En el Paris Saint-Germain, la gestión de los líderes de ataque está entrando en una fase turbulenta. Ambos con contrato hasta junio de 2028, Ousmane Dembélé y Bradley Barcola representan dos ejemplos importantes y potencialmente explosivos.
El PSG se encamina a un año crucial con una ecuación clara: renovar o vender. La situación de Dembélé parece la más delicada. Según Le Parisien, el club quiere renovar al delantero de 28 años, Balón de Oro 2025, pero con condiciones estrictas. La directiva pretende imponer su nueva estructura salarial: un salario fijo combinado con una parte variable vinculada al número de partidos jugados.
La incertidumbre contractual, en el corazón del proyecto del PSG
El problema es que el exjugador del Rennes gana actualmente unos 20 millones de euros al año, lo que dificulta su adaptación a este modelo, sobre todo porque su temporada se ha visto marcada una vez más por repetidas estancias en la enfermería.

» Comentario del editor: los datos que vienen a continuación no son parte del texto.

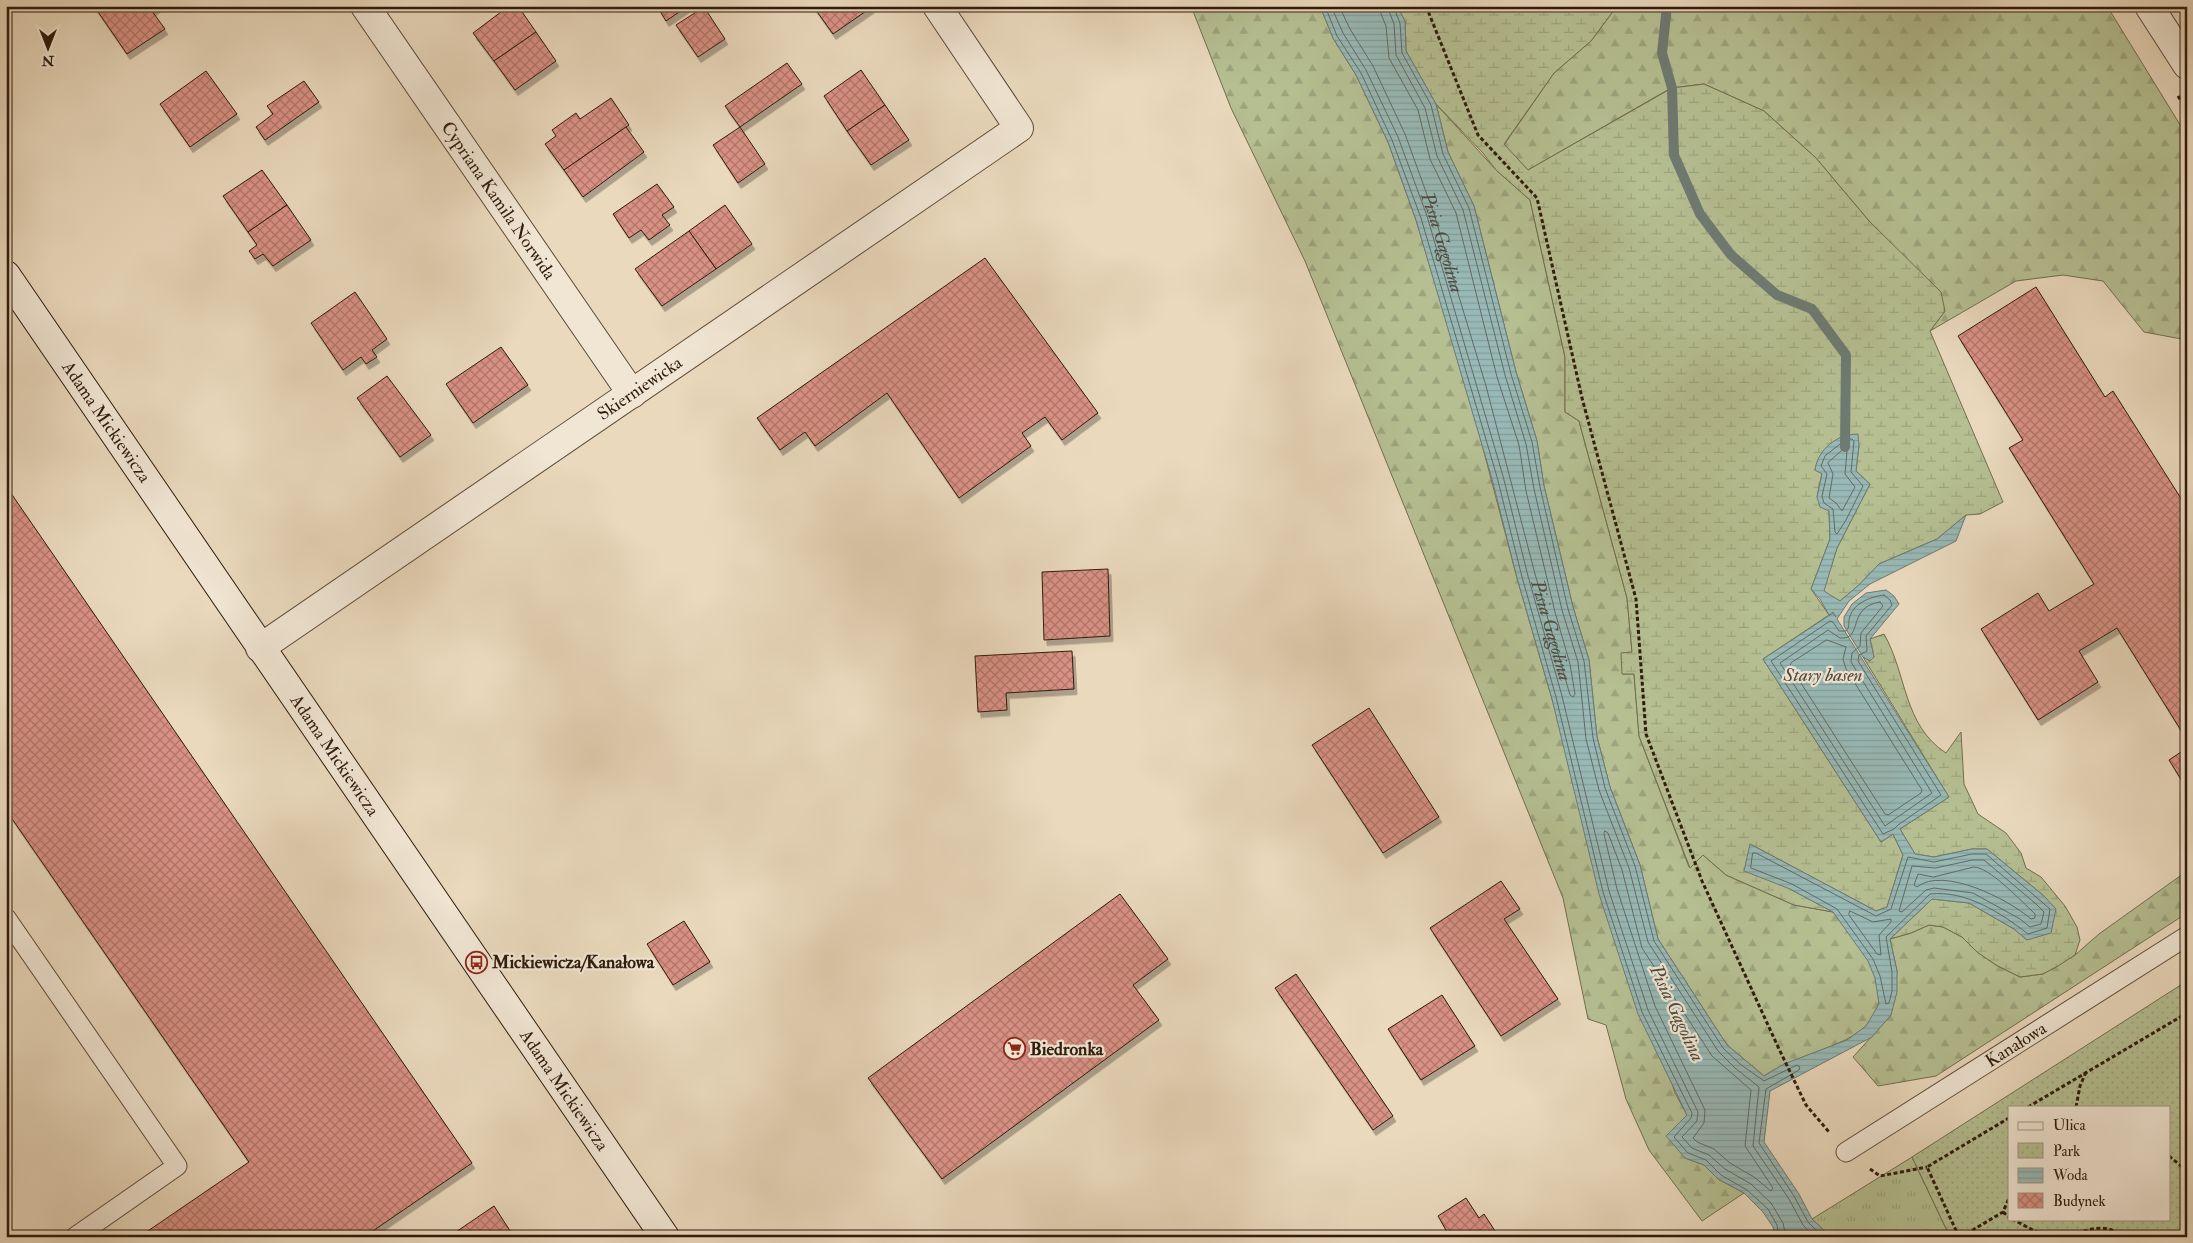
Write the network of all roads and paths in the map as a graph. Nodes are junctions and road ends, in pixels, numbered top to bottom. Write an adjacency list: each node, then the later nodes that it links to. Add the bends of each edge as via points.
1 (366, 6): 7 (street, Cypriana Kamila Norwida)
2 (937, 6): 7 (street, Skierniewicka, via 1019,128)
3 (1426, 6): 16 (path, via 1478,135 1537,198 1582,398 1636,599 1646,734 1702,881 1797,1089 1806,1105)
4 (2149, 6): 5 (street)
5 (2187, 66)
6 (6, 275): 8 (street, Adama Mickiewicza)
7 (632, 394): 8 (street, Skierniewicka)
8 (260, 648): 25 (street, Adama Mickiewicza)
9 (6, 918): 24 (lane, via 177,1166)
10 (2187, 936): 16 (lane, Kanałowa)
11 (2187, 1013): 12 (path)
12 (2087, 1072): 13 (path); 14 (path)
13 (2030, 1106)
14 (2076, 1106)
15 (2008, 1119): 18 (path)
16 (1846, 1152): 18 (path, via 1880,1176)
17 (2170, 1157): 19 (path)
18 (1927, 1167): 26 (path)
19 (2187, 1171)
20 (2008, 1200): 21 (path)
21 (2003, 1212): 22 (path); 26 (path)
22 (2008, 1216)
23 (2014, 1220): 27 (path)
24 (75, 1237)
25 (665, 1237)
26 (1960, 1237)
27 (2046, 1237)
28 (2072, 1237): 29 (path, via 2097,1228 2119,1233)
29 (2122, 1237)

Aunque las negociaciones no han comenzado oficialmente, este asunto podría convertirse rápidamente en una verdadera fuente de tensión.

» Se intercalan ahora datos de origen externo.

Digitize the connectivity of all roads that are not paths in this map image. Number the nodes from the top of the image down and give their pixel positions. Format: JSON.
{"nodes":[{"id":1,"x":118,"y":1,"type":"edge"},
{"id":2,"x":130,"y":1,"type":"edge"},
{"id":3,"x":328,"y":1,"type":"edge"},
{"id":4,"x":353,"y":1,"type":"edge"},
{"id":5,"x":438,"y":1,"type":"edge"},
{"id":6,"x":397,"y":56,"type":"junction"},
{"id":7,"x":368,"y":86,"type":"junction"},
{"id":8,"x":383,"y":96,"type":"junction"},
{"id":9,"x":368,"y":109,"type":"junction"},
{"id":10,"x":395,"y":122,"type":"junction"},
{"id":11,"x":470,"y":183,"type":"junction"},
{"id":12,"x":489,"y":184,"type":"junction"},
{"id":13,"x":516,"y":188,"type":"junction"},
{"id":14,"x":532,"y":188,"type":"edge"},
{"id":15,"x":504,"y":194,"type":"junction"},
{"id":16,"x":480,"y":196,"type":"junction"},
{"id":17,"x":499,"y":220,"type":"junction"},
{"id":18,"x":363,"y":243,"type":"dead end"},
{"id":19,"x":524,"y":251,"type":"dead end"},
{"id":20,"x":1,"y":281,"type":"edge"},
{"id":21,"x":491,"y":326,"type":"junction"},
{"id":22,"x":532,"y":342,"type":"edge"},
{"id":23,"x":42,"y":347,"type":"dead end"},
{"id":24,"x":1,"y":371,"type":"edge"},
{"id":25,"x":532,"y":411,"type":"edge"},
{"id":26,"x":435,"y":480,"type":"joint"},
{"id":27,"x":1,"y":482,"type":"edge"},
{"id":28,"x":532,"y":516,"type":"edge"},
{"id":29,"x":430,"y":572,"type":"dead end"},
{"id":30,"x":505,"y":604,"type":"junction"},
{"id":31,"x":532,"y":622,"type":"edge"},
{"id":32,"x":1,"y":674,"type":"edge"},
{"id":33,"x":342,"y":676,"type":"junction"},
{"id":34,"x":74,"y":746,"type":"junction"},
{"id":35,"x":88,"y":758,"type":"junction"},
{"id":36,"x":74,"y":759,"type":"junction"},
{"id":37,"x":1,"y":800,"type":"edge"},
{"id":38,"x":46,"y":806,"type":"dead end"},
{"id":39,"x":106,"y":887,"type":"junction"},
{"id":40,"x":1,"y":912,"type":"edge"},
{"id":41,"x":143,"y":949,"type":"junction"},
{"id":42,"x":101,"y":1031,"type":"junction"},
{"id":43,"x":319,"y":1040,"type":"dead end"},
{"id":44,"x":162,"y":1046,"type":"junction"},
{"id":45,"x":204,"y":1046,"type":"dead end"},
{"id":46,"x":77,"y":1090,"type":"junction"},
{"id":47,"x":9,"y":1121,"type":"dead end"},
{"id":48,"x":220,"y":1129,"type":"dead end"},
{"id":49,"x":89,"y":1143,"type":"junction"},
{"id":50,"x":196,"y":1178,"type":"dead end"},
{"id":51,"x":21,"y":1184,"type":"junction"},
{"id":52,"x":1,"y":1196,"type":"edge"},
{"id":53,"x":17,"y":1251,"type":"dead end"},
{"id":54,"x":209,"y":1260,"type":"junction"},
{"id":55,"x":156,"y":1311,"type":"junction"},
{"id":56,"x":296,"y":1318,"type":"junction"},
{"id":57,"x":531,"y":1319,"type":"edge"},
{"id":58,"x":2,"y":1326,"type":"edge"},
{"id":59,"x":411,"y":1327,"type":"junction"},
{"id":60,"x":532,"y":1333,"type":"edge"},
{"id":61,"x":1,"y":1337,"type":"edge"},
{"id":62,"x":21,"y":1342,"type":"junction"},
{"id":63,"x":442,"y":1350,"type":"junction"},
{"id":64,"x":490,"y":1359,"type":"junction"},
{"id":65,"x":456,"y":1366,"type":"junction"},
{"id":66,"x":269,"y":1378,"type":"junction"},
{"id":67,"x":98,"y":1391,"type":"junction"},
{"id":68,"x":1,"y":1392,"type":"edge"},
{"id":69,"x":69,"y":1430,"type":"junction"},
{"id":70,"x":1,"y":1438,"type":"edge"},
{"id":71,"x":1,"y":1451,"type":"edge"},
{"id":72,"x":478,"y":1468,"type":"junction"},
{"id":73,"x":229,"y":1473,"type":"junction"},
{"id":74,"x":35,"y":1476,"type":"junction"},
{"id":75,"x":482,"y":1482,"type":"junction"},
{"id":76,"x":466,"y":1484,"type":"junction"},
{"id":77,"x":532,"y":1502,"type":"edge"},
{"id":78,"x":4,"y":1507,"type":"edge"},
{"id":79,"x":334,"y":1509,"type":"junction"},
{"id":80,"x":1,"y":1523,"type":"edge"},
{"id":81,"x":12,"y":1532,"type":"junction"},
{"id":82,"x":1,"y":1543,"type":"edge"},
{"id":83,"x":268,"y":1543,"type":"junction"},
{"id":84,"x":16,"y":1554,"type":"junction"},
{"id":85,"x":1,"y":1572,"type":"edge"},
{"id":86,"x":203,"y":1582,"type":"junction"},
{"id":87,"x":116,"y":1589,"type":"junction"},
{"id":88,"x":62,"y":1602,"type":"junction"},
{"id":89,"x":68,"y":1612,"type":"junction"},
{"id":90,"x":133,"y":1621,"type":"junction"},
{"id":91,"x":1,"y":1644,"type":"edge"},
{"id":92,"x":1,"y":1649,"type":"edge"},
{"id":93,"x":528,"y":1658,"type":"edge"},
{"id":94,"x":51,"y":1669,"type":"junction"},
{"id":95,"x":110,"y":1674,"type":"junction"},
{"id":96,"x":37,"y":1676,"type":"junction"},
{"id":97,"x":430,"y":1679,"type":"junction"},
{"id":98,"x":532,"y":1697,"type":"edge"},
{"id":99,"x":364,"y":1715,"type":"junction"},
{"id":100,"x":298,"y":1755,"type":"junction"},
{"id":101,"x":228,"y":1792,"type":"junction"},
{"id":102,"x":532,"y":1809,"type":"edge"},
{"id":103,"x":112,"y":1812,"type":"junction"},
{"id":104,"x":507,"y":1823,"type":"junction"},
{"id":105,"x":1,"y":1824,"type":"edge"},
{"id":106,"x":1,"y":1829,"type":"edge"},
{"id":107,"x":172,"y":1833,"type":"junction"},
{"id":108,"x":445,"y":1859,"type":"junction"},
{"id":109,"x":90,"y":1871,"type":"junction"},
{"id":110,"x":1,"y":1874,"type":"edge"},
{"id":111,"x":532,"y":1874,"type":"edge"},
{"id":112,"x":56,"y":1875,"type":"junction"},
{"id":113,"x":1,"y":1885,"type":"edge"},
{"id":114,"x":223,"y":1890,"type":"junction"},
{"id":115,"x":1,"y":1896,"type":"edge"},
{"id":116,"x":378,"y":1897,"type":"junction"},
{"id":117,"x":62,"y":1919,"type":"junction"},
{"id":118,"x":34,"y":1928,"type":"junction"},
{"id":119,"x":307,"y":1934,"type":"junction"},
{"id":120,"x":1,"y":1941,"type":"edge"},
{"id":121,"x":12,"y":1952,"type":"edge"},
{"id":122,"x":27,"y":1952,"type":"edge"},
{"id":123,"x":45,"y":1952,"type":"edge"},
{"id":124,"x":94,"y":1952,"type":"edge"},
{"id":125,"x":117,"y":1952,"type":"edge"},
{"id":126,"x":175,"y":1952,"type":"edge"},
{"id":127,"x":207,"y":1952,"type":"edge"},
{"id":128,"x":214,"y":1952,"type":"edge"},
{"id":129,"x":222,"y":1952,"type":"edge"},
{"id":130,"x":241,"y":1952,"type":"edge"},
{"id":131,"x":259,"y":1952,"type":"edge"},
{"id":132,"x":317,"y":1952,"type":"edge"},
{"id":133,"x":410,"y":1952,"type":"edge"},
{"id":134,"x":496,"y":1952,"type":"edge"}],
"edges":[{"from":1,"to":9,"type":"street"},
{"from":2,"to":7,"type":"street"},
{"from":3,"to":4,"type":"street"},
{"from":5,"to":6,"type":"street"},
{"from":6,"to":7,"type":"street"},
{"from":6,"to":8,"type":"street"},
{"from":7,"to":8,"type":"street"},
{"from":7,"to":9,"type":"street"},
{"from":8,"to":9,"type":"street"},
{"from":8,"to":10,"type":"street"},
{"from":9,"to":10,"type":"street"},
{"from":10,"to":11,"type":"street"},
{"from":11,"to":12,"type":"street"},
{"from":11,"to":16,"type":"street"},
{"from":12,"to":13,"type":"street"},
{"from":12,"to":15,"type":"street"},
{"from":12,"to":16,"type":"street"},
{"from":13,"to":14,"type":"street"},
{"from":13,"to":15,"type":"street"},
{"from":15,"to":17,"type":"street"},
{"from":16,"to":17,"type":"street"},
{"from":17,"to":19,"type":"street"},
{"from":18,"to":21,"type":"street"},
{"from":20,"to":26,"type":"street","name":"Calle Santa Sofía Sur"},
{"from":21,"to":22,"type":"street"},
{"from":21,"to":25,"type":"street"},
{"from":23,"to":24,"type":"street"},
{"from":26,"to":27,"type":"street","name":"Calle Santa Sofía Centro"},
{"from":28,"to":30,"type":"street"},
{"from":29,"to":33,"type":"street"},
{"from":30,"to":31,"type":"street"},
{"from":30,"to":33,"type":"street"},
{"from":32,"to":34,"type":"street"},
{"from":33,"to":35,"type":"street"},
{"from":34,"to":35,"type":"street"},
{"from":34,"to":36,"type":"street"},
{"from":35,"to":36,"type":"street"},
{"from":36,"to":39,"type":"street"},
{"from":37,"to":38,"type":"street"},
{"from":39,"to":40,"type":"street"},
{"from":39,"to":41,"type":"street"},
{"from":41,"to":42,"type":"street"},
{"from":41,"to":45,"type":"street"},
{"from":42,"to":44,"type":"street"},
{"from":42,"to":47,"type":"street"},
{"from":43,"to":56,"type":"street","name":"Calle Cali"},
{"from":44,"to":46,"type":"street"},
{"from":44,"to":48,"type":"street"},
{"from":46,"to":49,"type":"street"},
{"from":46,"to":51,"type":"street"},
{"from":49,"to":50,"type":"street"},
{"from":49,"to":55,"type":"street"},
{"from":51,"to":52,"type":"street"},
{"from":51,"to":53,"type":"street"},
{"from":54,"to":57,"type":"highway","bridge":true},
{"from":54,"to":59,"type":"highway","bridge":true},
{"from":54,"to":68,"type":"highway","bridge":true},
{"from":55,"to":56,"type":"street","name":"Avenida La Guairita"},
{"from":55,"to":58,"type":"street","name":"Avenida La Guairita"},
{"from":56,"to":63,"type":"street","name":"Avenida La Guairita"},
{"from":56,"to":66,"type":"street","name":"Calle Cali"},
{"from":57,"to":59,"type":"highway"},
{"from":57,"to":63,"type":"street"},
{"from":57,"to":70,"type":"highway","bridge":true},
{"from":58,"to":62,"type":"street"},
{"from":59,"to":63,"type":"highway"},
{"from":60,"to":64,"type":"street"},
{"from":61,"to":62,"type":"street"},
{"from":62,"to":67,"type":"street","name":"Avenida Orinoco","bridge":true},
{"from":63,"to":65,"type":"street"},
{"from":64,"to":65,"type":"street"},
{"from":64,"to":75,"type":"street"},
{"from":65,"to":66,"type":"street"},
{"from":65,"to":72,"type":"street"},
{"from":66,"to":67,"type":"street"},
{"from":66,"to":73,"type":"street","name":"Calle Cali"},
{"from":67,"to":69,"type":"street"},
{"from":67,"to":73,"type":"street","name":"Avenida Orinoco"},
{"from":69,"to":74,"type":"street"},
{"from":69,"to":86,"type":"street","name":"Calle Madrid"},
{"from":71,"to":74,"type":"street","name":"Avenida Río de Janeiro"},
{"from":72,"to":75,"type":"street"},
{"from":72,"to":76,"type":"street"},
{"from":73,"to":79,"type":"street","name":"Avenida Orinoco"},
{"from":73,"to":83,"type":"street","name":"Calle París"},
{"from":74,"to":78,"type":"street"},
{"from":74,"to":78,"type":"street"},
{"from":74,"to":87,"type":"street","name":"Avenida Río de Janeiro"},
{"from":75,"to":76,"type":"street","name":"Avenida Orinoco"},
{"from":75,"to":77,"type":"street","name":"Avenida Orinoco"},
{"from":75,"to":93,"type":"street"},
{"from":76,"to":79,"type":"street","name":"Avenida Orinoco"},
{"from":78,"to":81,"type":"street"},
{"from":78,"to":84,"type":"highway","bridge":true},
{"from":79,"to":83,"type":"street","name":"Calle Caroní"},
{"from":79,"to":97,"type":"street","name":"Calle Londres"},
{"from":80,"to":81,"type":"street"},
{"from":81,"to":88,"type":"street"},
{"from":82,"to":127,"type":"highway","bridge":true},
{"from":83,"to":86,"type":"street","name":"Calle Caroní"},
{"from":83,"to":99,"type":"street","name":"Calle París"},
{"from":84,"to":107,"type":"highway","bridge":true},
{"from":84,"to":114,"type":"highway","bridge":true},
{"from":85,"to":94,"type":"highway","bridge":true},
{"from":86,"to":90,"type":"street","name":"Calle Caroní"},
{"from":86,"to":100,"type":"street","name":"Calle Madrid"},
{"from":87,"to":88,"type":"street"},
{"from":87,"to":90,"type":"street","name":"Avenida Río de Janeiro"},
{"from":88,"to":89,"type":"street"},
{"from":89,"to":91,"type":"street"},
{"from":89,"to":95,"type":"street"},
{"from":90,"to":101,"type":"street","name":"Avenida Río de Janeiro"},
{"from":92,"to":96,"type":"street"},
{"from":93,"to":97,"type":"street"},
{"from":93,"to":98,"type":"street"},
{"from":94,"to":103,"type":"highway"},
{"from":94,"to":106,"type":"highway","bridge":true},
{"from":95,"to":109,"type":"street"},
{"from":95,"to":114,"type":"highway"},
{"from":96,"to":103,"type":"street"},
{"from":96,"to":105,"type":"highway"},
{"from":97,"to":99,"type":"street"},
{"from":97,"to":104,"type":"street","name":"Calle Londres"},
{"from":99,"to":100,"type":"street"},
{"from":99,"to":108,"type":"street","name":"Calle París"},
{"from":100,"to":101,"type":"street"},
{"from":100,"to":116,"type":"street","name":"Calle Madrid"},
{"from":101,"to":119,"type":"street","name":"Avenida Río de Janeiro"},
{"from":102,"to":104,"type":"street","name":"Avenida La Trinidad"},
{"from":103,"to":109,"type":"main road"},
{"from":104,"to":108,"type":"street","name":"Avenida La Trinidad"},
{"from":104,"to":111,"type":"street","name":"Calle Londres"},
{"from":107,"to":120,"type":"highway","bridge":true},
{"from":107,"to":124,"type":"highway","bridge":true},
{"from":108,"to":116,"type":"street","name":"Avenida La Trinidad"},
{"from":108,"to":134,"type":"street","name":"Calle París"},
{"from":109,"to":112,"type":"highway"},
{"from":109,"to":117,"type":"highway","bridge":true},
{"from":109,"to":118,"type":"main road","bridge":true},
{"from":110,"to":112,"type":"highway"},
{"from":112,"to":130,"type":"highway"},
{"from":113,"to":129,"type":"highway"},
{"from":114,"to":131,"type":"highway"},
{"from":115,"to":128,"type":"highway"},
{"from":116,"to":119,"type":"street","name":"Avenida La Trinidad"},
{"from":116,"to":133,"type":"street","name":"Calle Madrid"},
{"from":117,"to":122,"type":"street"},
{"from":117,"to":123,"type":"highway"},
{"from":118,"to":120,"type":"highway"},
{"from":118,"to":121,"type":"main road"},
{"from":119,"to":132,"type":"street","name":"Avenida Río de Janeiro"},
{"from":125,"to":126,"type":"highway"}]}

Tras él, el expediente de Barcola también requiere mucha atención. Interpelado el verano pasado por el Bayern de Múnich y el Liverpool FC, el delantero de 23 años ya recibió una oferta inicial de renovación de contrato del PSG, sin éxito.
Las conversaciones se ralentizaron notablemente debido al cambio de agente del exjugador del Lyon, pero el club espera reanudarlas en las próximas semanas. Una vez más, el tiempo apremia.